それと、原作に出てくるアイテムの捏造設定があります。



第18話 Barbecue&Chili

 雑居ビルの中は物音一つせず、人の気配はどこにもない。血のニオイもしないため、最初からここには誰もいなかったかのように思える。

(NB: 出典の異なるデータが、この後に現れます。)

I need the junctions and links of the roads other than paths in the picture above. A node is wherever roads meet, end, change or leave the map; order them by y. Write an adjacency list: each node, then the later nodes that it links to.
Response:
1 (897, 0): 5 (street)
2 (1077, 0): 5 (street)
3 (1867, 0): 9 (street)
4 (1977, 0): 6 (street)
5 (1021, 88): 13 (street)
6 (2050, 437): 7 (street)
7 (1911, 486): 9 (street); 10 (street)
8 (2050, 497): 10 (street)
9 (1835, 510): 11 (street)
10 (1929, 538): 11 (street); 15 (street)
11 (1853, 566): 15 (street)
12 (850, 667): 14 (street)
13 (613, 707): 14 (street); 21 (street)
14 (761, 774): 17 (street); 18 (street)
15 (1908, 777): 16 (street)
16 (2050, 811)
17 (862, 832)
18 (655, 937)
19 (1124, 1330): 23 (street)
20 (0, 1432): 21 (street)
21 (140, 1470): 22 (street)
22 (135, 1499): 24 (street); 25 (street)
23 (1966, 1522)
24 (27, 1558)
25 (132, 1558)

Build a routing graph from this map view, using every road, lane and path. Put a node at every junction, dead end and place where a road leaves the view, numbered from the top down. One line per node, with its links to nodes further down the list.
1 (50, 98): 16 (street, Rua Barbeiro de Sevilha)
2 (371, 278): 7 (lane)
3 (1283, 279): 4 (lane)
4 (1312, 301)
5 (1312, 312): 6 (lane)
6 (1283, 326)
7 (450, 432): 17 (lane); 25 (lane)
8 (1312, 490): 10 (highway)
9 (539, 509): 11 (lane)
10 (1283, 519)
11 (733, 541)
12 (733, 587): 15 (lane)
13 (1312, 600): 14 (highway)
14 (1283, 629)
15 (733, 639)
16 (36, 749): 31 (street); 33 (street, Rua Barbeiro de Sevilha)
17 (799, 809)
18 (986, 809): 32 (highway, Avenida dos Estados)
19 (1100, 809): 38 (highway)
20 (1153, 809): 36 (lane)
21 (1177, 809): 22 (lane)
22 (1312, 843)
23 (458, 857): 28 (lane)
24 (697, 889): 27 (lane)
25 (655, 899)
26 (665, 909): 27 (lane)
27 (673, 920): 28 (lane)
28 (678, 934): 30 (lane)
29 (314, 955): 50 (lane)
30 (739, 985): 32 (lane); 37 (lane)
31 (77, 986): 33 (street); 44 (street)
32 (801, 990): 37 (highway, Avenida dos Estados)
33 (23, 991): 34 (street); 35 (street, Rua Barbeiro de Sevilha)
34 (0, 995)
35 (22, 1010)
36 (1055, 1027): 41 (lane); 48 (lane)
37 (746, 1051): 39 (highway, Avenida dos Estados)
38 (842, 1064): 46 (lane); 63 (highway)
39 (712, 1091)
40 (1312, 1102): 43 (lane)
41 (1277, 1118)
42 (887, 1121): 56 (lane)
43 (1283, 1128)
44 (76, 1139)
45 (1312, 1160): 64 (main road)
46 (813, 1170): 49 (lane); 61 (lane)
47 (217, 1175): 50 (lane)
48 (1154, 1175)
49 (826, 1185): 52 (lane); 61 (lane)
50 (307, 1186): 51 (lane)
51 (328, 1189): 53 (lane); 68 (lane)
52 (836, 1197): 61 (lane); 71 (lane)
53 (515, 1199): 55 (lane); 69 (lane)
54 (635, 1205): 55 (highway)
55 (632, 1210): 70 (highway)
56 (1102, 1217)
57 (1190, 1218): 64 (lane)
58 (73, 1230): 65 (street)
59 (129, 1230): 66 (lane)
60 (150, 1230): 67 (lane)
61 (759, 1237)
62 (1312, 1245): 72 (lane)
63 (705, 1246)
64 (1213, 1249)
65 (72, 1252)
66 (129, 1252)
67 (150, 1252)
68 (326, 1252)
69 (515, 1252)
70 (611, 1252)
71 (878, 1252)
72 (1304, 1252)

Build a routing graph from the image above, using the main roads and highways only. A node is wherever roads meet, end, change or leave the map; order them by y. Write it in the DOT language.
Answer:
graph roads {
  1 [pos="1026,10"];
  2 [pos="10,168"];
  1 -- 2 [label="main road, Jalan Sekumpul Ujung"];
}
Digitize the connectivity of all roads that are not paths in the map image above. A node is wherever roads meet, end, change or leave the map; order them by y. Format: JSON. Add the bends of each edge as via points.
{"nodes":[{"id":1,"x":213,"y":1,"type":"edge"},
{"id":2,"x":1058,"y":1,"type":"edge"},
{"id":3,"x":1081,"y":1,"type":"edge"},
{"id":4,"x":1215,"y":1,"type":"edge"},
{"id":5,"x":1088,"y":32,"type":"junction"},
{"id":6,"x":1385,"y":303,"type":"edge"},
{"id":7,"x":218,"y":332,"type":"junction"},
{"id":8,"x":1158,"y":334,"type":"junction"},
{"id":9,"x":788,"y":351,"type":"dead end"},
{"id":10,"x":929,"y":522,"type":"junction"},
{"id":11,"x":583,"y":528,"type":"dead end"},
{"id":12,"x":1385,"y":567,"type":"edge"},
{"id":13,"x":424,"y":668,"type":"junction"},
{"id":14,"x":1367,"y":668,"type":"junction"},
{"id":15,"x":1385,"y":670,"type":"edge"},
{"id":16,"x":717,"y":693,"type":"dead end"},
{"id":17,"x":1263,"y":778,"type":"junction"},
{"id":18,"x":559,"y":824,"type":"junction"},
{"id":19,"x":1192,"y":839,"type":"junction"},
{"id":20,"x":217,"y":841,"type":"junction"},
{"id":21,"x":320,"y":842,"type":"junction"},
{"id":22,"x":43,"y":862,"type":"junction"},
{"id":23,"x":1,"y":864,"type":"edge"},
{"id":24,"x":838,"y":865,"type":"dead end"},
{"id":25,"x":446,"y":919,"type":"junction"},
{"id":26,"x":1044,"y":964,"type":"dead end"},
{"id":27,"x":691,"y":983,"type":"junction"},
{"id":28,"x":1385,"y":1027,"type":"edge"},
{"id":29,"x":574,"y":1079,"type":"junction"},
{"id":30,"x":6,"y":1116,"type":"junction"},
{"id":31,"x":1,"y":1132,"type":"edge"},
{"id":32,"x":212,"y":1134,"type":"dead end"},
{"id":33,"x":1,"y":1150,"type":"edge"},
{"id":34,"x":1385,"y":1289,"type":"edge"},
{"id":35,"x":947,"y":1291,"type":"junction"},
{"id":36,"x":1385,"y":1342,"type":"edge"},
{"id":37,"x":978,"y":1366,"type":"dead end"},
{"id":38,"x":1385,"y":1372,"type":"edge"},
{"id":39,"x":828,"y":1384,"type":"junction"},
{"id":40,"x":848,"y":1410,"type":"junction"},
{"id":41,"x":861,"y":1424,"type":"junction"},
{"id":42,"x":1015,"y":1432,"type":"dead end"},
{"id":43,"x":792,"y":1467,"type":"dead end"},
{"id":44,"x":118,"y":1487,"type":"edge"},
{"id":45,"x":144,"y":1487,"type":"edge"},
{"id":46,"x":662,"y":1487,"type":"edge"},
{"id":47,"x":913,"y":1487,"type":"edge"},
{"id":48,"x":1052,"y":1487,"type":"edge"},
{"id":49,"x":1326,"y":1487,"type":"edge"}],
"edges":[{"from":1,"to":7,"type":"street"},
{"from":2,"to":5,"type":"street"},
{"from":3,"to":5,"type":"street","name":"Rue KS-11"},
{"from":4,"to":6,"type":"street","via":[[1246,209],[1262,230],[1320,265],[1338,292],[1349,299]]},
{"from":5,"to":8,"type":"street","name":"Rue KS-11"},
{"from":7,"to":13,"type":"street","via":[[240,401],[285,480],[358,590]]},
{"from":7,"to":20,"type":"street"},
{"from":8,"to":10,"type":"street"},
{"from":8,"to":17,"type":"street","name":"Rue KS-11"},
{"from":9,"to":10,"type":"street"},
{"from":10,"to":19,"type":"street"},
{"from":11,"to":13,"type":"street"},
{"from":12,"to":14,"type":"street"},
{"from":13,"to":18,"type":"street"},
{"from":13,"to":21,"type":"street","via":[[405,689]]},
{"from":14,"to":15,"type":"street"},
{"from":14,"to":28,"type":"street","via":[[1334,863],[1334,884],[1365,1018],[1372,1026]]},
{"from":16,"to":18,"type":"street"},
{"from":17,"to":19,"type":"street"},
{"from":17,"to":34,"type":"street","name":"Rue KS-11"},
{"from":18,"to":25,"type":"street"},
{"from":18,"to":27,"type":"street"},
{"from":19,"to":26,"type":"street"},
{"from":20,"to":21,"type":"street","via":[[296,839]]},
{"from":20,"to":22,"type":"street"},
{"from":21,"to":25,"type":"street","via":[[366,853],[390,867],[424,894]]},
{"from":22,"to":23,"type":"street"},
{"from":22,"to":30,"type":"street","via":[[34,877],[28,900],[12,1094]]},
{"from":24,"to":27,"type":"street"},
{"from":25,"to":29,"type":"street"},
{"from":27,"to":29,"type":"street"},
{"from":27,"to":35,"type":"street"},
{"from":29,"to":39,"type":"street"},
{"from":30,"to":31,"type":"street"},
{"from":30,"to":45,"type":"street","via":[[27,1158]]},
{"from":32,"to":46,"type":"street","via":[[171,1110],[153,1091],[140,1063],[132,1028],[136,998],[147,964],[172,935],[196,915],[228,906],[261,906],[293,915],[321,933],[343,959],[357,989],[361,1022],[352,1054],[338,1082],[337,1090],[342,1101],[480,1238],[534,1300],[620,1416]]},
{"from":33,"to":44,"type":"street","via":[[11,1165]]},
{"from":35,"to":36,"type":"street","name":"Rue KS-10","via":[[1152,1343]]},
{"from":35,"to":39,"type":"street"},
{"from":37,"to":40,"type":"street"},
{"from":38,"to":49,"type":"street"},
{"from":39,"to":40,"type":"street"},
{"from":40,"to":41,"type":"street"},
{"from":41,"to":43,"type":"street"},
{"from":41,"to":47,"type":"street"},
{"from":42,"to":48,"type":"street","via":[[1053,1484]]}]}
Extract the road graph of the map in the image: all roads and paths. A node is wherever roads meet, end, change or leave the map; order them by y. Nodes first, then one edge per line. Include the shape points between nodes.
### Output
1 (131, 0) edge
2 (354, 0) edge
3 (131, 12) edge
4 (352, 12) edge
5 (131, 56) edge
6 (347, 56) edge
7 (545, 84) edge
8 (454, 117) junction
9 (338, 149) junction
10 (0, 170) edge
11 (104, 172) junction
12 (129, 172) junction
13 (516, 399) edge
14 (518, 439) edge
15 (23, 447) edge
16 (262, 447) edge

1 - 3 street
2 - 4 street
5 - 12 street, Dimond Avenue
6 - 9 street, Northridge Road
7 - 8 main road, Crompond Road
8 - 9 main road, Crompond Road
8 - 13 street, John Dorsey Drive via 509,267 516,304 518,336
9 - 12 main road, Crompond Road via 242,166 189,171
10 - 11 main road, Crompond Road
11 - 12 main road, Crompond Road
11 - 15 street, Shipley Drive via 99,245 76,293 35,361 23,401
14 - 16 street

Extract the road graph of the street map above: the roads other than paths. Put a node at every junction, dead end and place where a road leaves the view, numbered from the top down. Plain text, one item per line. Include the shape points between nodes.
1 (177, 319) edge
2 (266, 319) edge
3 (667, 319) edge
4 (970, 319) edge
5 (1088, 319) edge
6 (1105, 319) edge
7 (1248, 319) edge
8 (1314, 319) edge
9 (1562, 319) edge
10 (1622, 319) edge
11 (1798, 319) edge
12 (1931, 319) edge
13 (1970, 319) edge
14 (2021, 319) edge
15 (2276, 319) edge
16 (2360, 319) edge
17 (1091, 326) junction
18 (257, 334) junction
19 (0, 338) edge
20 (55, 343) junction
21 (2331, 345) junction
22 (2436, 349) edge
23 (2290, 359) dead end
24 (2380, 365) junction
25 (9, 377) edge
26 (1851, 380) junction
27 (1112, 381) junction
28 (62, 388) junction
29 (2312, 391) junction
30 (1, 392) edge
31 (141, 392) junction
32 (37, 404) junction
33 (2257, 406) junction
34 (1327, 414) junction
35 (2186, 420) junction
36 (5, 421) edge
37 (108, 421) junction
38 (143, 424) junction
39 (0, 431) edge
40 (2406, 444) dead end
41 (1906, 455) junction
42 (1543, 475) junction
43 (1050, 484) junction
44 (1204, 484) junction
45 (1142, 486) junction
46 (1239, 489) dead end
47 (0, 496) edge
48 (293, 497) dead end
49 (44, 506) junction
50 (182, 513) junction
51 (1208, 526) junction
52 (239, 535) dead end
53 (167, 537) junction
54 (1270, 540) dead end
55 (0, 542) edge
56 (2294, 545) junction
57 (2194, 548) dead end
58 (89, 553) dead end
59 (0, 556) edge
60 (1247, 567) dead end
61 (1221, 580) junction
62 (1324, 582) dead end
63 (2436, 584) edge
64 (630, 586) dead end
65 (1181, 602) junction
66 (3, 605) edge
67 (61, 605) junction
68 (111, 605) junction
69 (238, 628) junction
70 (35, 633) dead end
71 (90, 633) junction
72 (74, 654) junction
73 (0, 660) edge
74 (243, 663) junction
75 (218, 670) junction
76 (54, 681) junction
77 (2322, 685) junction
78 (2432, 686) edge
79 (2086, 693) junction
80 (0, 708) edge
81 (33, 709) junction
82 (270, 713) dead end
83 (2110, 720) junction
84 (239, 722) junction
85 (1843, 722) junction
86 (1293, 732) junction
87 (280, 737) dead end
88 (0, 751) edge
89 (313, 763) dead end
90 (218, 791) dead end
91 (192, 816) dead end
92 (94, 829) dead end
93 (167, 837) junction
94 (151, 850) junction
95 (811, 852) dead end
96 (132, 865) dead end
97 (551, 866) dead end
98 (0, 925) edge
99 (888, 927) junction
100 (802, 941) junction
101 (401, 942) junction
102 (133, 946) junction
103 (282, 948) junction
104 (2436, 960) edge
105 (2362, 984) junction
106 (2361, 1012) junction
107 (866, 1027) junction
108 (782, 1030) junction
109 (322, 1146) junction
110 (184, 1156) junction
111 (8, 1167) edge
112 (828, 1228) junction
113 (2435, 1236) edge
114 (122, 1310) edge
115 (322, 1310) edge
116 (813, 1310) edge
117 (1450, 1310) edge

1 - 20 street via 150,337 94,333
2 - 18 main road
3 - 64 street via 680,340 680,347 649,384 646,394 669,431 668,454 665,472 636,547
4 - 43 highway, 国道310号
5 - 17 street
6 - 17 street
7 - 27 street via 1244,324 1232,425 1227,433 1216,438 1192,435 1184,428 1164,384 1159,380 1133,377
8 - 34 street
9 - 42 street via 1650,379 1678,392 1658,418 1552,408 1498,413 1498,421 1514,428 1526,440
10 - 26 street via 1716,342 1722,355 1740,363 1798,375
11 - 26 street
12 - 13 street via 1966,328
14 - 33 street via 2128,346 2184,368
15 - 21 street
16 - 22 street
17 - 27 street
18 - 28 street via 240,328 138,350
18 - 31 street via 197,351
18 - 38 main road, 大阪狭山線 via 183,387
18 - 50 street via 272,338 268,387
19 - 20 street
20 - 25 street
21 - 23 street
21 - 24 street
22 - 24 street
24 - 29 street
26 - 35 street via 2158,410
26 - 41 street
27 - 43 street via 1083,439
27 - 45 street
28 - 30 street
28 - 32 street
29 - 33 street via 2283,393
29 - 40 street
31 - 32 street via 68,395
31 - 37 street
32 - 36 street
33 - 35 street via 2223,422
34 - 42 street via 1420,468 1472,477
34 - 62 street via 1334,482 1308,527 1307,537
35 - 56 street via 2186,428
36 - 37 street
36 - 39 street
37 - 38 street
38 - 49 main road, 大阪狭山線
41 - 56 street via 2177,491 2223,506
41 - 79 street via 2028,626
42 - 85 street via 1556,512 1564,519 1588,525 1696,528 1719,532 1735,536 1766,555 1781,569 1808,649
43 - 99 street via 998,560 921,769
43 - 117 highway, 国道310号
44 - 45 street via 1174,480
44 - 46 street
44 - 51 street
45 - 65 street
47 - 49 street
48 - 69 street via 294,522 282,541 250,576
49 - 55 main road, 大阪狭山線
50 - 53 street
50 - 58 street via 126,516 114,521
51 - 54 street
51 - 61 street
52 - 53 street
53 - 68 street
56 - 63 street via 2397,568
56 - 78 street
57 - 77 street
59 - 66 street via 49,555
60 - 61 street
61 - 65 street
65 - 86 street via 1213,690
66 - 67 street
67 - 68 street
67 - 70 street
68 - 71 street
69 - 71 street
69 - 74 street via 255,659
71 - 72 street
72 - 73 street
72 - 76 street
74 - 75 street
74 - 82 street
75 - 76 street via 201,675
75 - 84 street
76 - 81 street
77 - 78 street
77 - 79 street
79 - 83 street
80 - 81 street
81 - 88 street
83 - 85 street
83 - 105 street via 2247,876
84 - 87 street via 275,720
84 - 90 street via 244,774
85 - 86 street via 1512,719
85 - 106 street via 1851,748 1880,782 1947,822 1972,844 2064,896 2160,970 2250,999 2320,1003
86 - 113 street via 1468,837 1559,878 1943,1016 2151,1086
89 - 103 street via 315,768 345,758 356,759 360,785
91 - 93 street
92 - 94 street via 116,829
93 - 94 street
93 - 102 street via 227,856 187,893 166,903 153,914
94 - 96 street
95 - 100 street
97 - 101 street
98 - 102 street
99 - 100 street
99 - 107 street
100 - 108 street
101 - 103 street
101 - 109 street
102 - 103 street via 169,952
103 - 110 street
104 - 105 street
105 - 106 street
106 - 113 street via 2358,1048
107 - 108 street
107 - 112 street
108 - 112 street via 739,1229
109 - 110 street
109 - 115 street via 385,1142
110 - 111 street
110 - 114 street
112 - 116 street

 しかし、カオリの背中から生える木のような赫子が、それを否定する。幾つもの実が成るソレは、つい先程まで何十人もの人間がいた事を示していた。

 

「ほほ、ほほほほ! 肉が……肉がこんなに沢山ッ! なんと美しい光景だ!! このペニーワイズ、レザーフェイス様の忠実な運転手として、この身を捧げましょう!!」

 小林は素早くカオリの元へ跪いた。そんな小林の姿に、リオは溜め息を吐いた。

 

「様は要らないかなー。レザーフェイスさんでいいよー? でも、仲間になってくれるなら嬉しいな! 私はバイクの免許しかないからねー。よろしくね、()()()()()()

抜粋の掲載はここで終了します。